Only the lines that contain the string "Firdale" belong in the answer; pull them from the records.

* Supplied data
________________

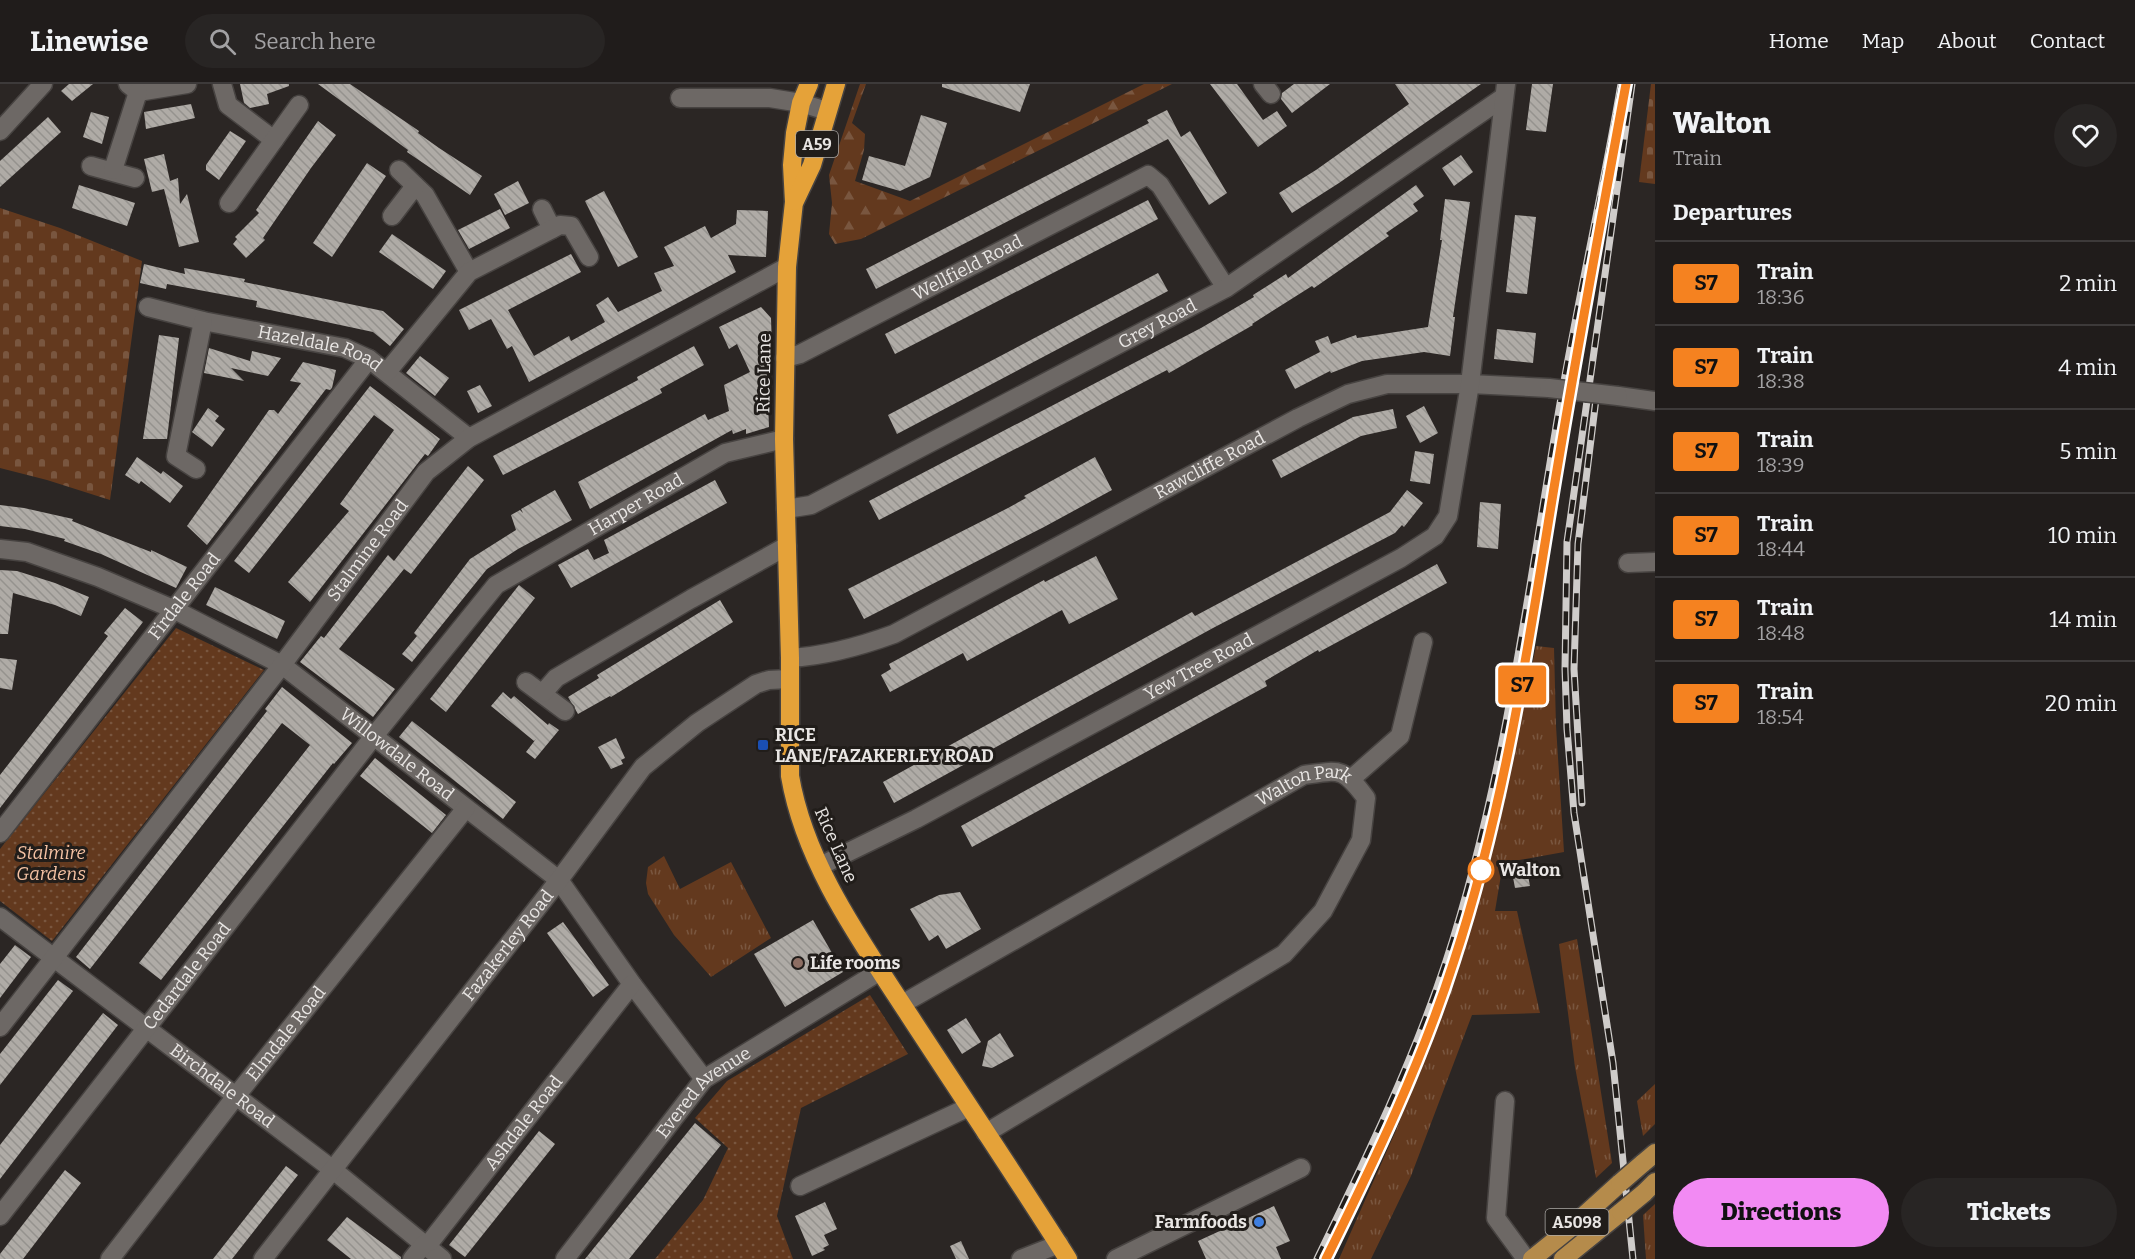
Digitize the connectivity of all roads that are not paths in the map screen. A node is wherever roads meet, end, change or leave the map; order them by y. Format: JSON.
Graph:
{"nodes":[{"id":1,"x":187,"y":84,"type":"edge"},
{"id":2,"x":222,"y":84,"type":"edge"},
{"id":3,"x":808,"y":84,"type":"edge"},
{"id":4,"x":836,"y":84,"type":"edge"},
{"id":5,"x":33,"y":87,"type":"edge"},
{"id":6,"x":133,"y":88,"type":"edge"},
{"id":7,"x":1505,"y":91,"type":"edge"},
{"id":8,"x":680,"y":98,"type":"dead end"},
{"id":9,"x":801,"y":103,"type":"junction"},
{"id":10,"x":299,"y":105,"type":"dead end"},
{"id":11,"x":827,"y":111,"type":"junction"},
{"id":12,"x":0,"y":131,"type":"edge"},
{"id":13,"x":274,"y":140,"type":"junction"},
{"id":14,"x":91,"y":166,"type":"dead end"},
{"id":15,"x":113,"y":170,"type":"junction"},
{"id":16,"x":399,"y":170,"type":"dead end"},
{"id":17,"x":135,"y":178,"type":"dead end"},
{"id":18,"x":415,"y":186,"type":"junction"},
{"id":19,"x":794,"y":202,"type":"junction"},
{"id":20,"x":229,"y":203,"type":"dead end"},
{"id":21,"x":542,"y":209,"type":"dead end"},
{"id":22,"x":392,"y":216,"type":"dead end"},
{"id":23,"x":552,"y":229,"type":"junction"},
{"id":24,"x":589,"y":257,"type":"dead end"},
{"id":25,"x":787,"y":267,"type":"junction"},
{"id":26,"x":469,"y":272,"type":"junction"},
{"id":27,"x":1226,"y":288,"type":"junction"},
{"id":28,"x":148,"y":307,"type":"dead end"},
{"id":29,"x":203,"y":321,"type":"junction"},
{"id":30,"x":785,"y":358,"type":"junction"},
{"id":31,"x":369,"y":359,"type":"junction"},
{"id":32,"x":387,"y":372,"type":"junction"},
{"id":33,"x":1470,"y":384,"type":"junction"},
{"id":34,"x":1655,"y":400,"type":"edge"},
{"id":35,"x":469,"y":438,"type":"junction"},
{"id":36,"x":784,"y":439,"type":"junction"},
{"id":37,"x":196,"y":469,"type":"dead end"},
{"id":38,"x":786,"y":509,"type":"junction"},
{"id":39,"x":787,"y":546,"type":"junction"},
{"id":40,"x":0,"y":549,"type":"edge"},
{"id":41,"x":1655,"y":562,"type":"edge"},
{"id":42,"x":1628,"y":563,"type":"dead end"},
{"id":43,"x":496,"y":585,"type":"joint"},
{"id":44,"x":173,"y":609,"type":"junction"},
{"id":45,"x":1423,"y":642,"type":"dead end"},
{"id":46,"x":790,"y":658,"type":"junction"},
{"id":47,"x":282,"y":665,"type":"junction"},
{"id":48,"x":789,"y":679,"type":"junction"},
{"id":49,"x":526,"y":682,"type":"dead end"},
{"id":50,"x":543,"y":693,"type":"junction"},
{"id":51,"x":565,"y":711,"type":"dead end"},
{"id":52,"x":374,"y":736,"type":"junction"},
{"id":53,"x":1351,"y":779,"type":"junction"},
{"id":54,"x":466,"y":808,"type":"junction"},
{"id":55,"x":0,"y":833,"type":"edge"},
{"id":56,"x":820,"y":867,"type":"junction"},
{"id":57,"x":559,"y":880,"type":"junction"},
{"id":58,"x":0,"y":917,"type":"edge"},
{"id":59,"x":53,"y":959,"type":"junction"},
{"id":60,"x":880,"y":971,"type":"junction"},
{"id":61,"x":632,"y":984,"type":"junction"},
{"id":62,"x":902,"y":1004,"type":"junction"},
{"id":63,"x":0,"y":1027,"type":"edge"},
{"id":64,"x":145,"y":1029,"type":"junction"},
{"id":65,"x":704,"y":1079,"type":"junction"},
{"id":66,"x":236,"y":1096,"type":"junction"},
{"id":67,"x":1505,"y":1101,"type":"dead end"},
{"id":68,"x":969,"y":1107,"type":"junction"},
{"id":69,"x":986,"y":1133,"type":"junction"},
{"id":70,"x":1648,"y":1158,"type":"edge"},
{"id":71,"x":1301,"y":1168,"type":"dead end"},
{"id":72,"x":332,"y":1169,"type":"junction"},
{"id":73,"x":800,"y":1186,"type":"dead end"},
{"id":74,"x":1649,"y":1187,"type":"edge"},
{"id":75,"x":0,"y":1216,"type":"edge"},
{"id":76,"x":424,"y":1244,"type":"junction"},
{"id":77,"x":1064,"y":1251,"type":"edge"},
{"id":78,"x":110,"y":1259,"type":"edge"},
{"id":79,"x":263,"y":1259,"type":"edge"},
{"id":80,"x":412,"y":1259,"type":"edge"},
{"id":81,"x":442,"y":1259,"type":"edge"},
{"id":82,"x":565,"y":1259,"type":"edge"},
{"id":83,"x":1021,"y":1259,"type":"edge"},
{"id":84,"x":1116,"y":1259,"type":"edge"},
{"id":85,"x":1526,"y":1259,"type":"edge"},
{"id":86,"x":1532,"y":1259,"type":"edge"},
{"id":87,"x":1563,"y":1259,"type":"edge"}],
"edges":[{"from":1,"to":6,"type":"street"},
{"from":2,"to":13,"type":"street"},
{"from":3,"to":9,"type":"highway","name":"Rice Lane","number":"A59"},
{"from":4,"to":11,"type":"highway","name":"Rice Lane","number":"A59"},
{"from":5,"to":12,"type":"street"},
{"from":6,"to":15,"type":"street"},
{"from":7,"to":27,"type":"street","name":"Grey Road"},
{"from":7,"to":33,"type":"street","name":"Yew Tree Road"},
{"from":8,"to":9,"type":"street"},
{"from":9,"to":11,"type":"street"},
{"from":9,"to":19,"type":"highway","name":"Rice Lane","number":"A59"},
{"from":10,"to":13,"type":"street"},
{"from":11,"to":19,"type":"highway","name":"Rice Lane","number":"A59"},
{"from":13,"to":20,"type":"street"},
{"from":14,"to":15,"type":"street"},
{"from":15,"to":17,"type":"street"},
{"from":16,"to":18,"type":"street"},
{"from":18,"to":22,"type":"street"},
{"from":18,"to":26,"type":"street"},
{"from":19,"to":25,"type":"highway","name":"Rice Lane","number":"A59"},
{"from":21,"to":23,"type":"street"},
{"from":23,"to":24,"type":"street"},
{"from":23,"to":26,"type":"street"},
{"from":25,"to":30,"type":"highway","name":"Rice Lane","number":"A59"},
{"from":25,"to":35,"type":"street","name":"Stalmine Road"},
{"from":26,"to":32,"type":"street"},
{"from":27,"to":30,"type":"street","name":"Wellfield Road"},
{"from":27,"to":38,"type":"street","name":"Grey Road"},
{"from":28,"to":29,"type":"street","name":"Hazeldale Road"},
{"from":29,"to":31,"type":"street","name":"Hazeldale Road"},
{"from":29,"to":37,"type":"street"},
{"from":30,"to":36,"type":"highway","name":"Rice Lane","number":"A59"},
{"from":31,"to":32,"type":"street","name":"Hazeldale Road"},
{"from":31,"to":44,"type":"street","name":"Firdale Road"},
{"from":32,"to":35,"type":"street","name":"Hazeldale Road"},
{"from":33,"to":34,"type":"street","name":"Rawcliffe Road","bridge":true},
{"from":33,"to":46,"type":"street","name":"Rawcliffe Road"},
{"from":33,"to":56,"type":"street","name":"Yew Tree Road"},
{"from":35,"to":47,"type":"street","name":"Stalmine Road"},
{"from":36,"to":38,"type":"highway","name":"Rice Lane","number":"A59"},
{"from":36,"to":43,"type":"street","name":"Harper Road"},
{"from":38,"to":39,"type":"highway","name":"Rice Lane","number":"A59"},
{"from":39,"to":46,"type":"highway","name":"Rice Lane","number":"A59"},
{"from":39,"to":50,"type":"street"},
{"from":40,"to":44,"type":"street","name":"Willowdale Road"},
{"from":41,"to":42,"type":"street"},
{"from":43,"to":52,"type":"street","name":"Cedardale Road"},
{"from":44,"to":47,"type":"street","name":"Willowdale Road"},
{"from":44,"to":55,"type":"street","name":"Firdale Road"},
{"from":45,"to":53,"type":"street"},
{"from":46,"to":48,"type":"highway","name":"Rice Lane","number":"A59"},
{"from":47,"to":52,"type":"street","name":"Willowdale Road"},
{"from":47,"to":59,"type":"street","name":"Stalmine Road"},
{"from":48,"to":56,"type":"highway","name":"Rice Lane","number":"A59"},
{"from":48,"to":57,"type":"street","name":"Fazakerley Road"},
{"from":49,"to":50,"type":"street"},
{"from":50,"to":51,"type":"street"},
{"from":52,"to":54,"type":"street","name":"Willowdale Road"},
{"from":52,"to":64,"type":"street","name":"Cedardale Road"},
{"from":53,"to":62,"type":"street","name":"Walton Park"},
{"from":53,"to":69,"type":"street","name":"Walton Park"},
{"from":54,"to":57,"type":"street","name":"Willowdale Road"},
{"from":54,"to":66,"type":"street","name":"Elmdale Road"},
{"from":56,"to":60,"type":"highway","name":"Rice Lane","number":"A59"},
{"from":57,"to":61,"type":"street","name":"Willowdale Road"},
{"from":57,"to":72,"type":"street","name":"Fazakerley Road"},
{"from":58,"to":59,"type":"street","name":"Birchdale Road"},
{"from":59,"to":63,"type":"street","name":"Stalmine Road"},
{"from":59,"to":64,"type":"street","name":"Birchdale Road"},
{"from":60,"to":62,"type":"highway","name":"Rice Lane","number":"A59"},
{"from":60,"to":65,"type":"street","name":"Evered Avenue"},
{"from":61,"to":65,"type":"street","name":"Willowdale Road"},
{"from":61,"to":76,"type":"street","name":"Ashdale Road"},
{"from":62,"to":68,"type":"highway","name":"Rice Lane","number":"A59"},
{"from":64,"to":66,"type":"street","name":"Birchdale Road"},
{"from":64,"to":75,"type":"street","name":"Cedardale Road"},
{"from":65,"to":82,"type":"street","name":"Evered Avenue"},
{"from":66,"to":72,"type":"street","name":"Birchdale Road"},
{"from":66,"to":78,"type":"street","name":"Elmdale Road"},
{"from":67,"to":85,"type":"street"},
{"from":68,"to":69,"type":"highway","name":"Rice Lane","number":"A59"},
{"from":68,"to":73,"type":"street"},
{"from":69,"to":77,"type":"highway","name":"Rice Lane","number":"A59"},
{"from":70,"to":86,"type":"main road","number":"A5098","bridge":true},
{"from":71,"to":84,"type":"street"},
{"from":72,"to":76,"type":"street","name":"Birchdale Road"},
{"from":72,"to":79,"type":"street","name":"Fazakerley Road"},
{"from":74,"to":87,"type":"main road","number":"A5098","bridge":true},
{"from":76,"to":80,"type":"street","name":"Ashdale Road"},
{"from":76,"to":81,"type":"street","name":"Birchdale Road"},
{"from":77,"to":83,"type":"street"}]}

________________

* Written solution
{"from":31,"to":44,"type":"street","name":"Firdale Road"},
{"from":44,"to":55,"type":"street","name":"Firdale Road"},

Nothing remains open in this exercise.